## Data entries
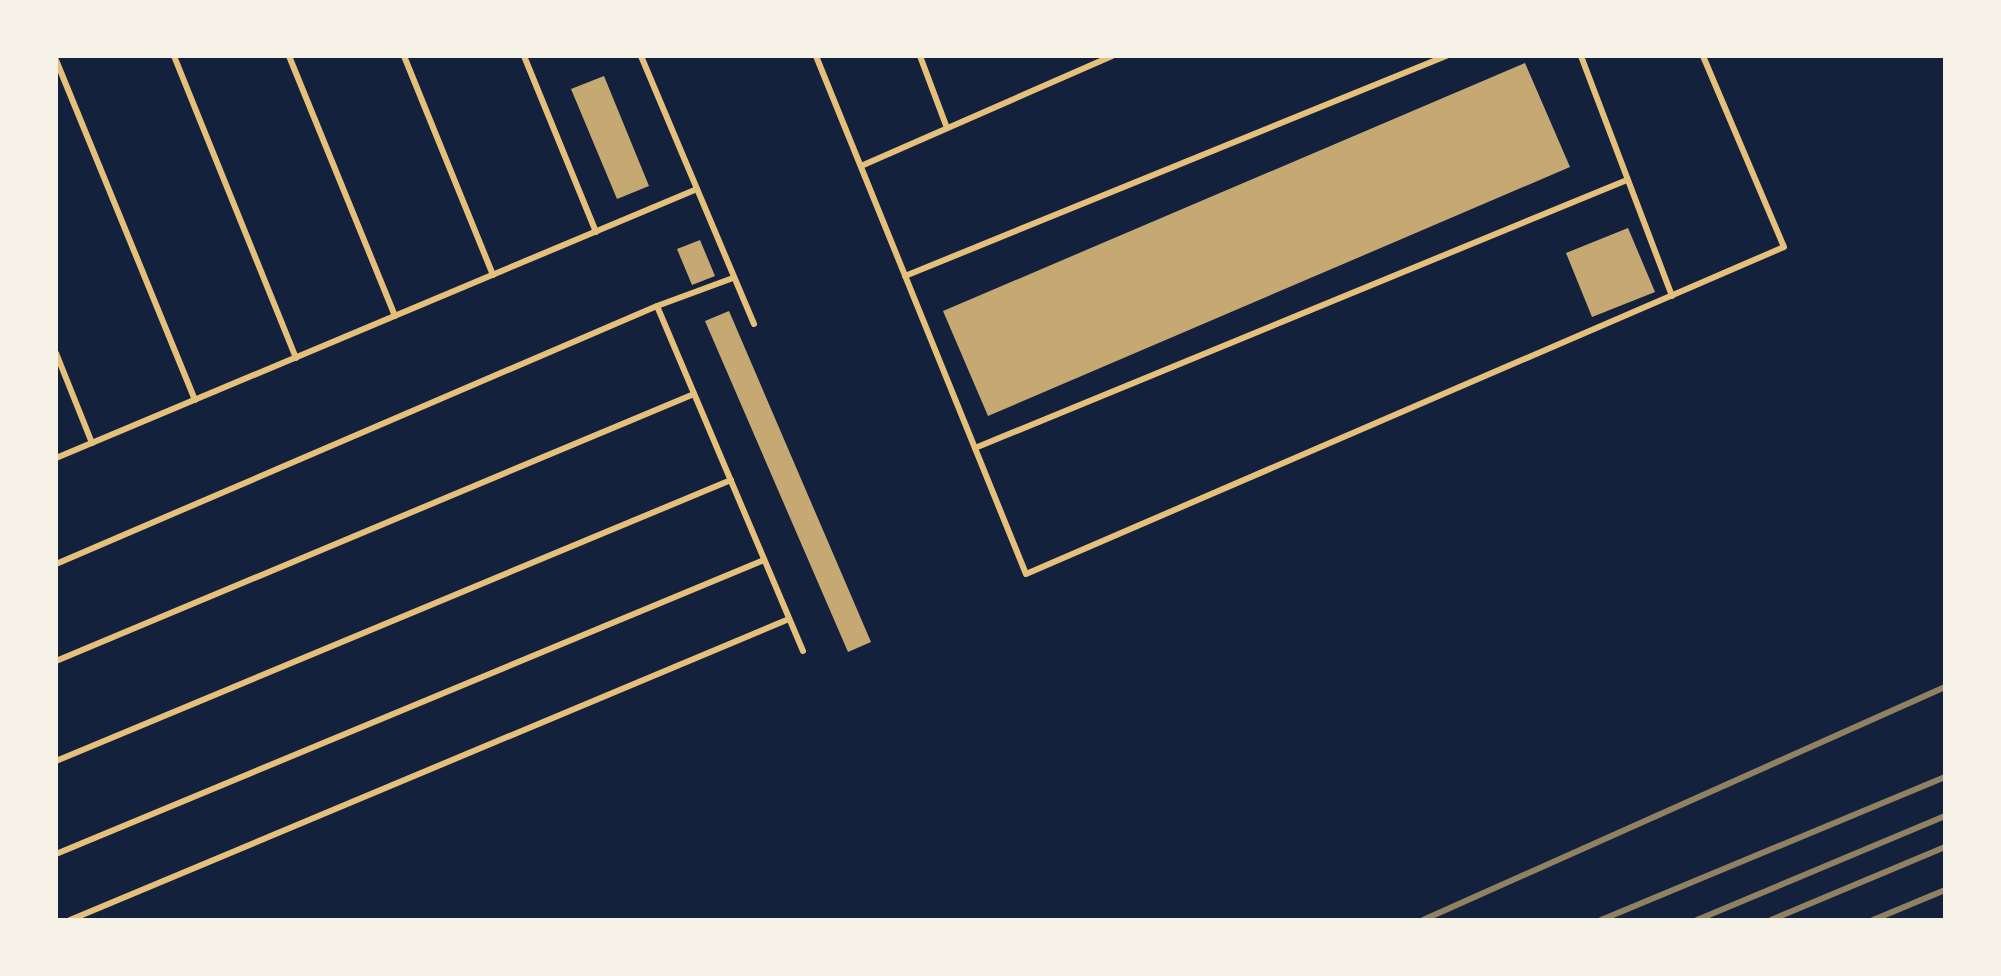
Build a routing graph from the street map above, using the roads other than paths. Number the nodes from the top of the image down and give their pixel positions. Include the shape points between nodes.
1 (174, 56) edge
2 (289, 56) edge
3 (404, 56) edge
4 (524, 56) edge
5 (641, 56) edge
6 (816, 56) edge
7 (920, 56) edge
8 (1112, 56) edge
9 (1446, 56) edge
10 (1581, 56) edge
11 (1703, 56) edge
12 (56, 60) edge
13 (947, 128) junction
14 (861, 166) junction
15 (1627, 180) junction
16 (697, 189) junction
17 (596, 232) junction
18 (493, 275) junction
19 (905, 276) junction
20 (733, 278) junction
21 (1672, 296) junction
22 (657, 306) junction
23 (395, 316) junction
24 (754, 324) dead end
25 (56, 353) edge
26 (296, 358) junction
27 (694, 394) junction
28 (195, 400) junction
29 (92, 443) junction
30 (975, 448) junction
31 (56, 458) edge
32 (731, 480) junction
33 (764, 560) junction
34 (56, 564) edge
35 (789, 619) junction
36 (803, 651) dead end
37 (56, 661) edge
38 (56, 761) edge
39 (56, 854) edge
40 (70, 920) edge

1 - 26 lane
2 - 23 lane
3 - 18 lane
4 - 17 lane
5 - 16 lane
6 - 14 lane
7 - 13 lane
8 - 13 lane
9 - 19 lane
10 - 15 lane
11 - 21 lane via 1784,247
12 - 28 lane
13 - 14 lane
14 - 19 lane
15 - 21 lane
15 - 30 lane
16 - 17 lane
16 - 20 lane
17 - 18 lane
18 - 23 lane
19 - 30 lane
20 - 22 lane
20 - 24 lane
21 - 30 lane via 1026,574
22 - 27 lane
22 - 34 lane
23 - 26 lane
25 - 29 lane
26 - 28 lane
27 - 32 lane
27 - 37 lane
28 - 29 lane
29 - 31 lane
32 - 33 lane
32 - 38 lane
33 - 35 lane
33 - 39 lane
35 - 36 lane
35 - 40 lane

## REQUIRED ACTION
Full copy, no pictures: write out each line of the data exactly as it stands.

## SOLUTION TO THIS PROBLEM
Build a routing graph from the street map above, using the roads other than paths. Number the nodes from the top of the image down and give their pixel positions. Include the shape points between nodes.
1 (174, 56) edge
2 (289, 56) edge
3 (404, 56) edge
4 (524, 56) edge
5 (641, 56) edge
6 (816, 56) edge
7 (920, 56) edge
8 (1112, 56) edge
9 (1446, 56) edge
10 (1581, 56) edge
11 (1703, 56) edge
12 (56, 60) edge
13 (947, 128) junction
14 (861, 166) junction
15 (1627, 180) junction
16 (697, 189) junction
17 (596, 232) junction
18 (493, 275) junction
19 (905, 276) junction
20 (733, 278) junction
21 (1672, 296) junction
22 (657, 306) junction
23 (395, 316) junction
24 (754, 324) dead end
25 (56, 353) edge
26 (296, 358) junction
27 (694, 394) junction
28 (195, 400) junction
29 (92, 443) junction
30 (975, 448) junction
31 (56, 458) edge
32 (731, 480) junction
33 (764, 560) junction
34 (56, 564) edge
35 (789, 619) junction
36 (803, 651) dead end
37 (56, 661) edge
38 (56, 761) edge
39 (56, 854) edge
40 (70, 920) edge

1 - 26 lane
2 - 23 lane
3 - 18 lane
4 - 17 lane
5 - 16 lane
6 - 14 lane
7 - 13 lane
8 - 13 lane
9 - 19 lane
10 - 15 lane
11 - 21 lane via 1784,247
12 - 28 lane
13 - 14 lane
14 - 19 lane
15 - 21 lane
15 - 30 lane
16 - 17 lane
16 - 20 lane
17 - 18 lane
18 - 23 lane
19 - 30 lane
20 - 22 lane
20 - 24 lane
21 - 30 lane via 1026,574
22 - 27 lane
22 - 34 lane
23 - 26 lane
25 - 29 lane
26 - 28 lane
27 - 32 lane
27 - 37 lane
28 - 29 lane
29 - 31 lane
32 - 33 lane
32 - 38 lane
33 - 35 lane
33 - 39 lane
35 - 36 lane
35 - 40 lane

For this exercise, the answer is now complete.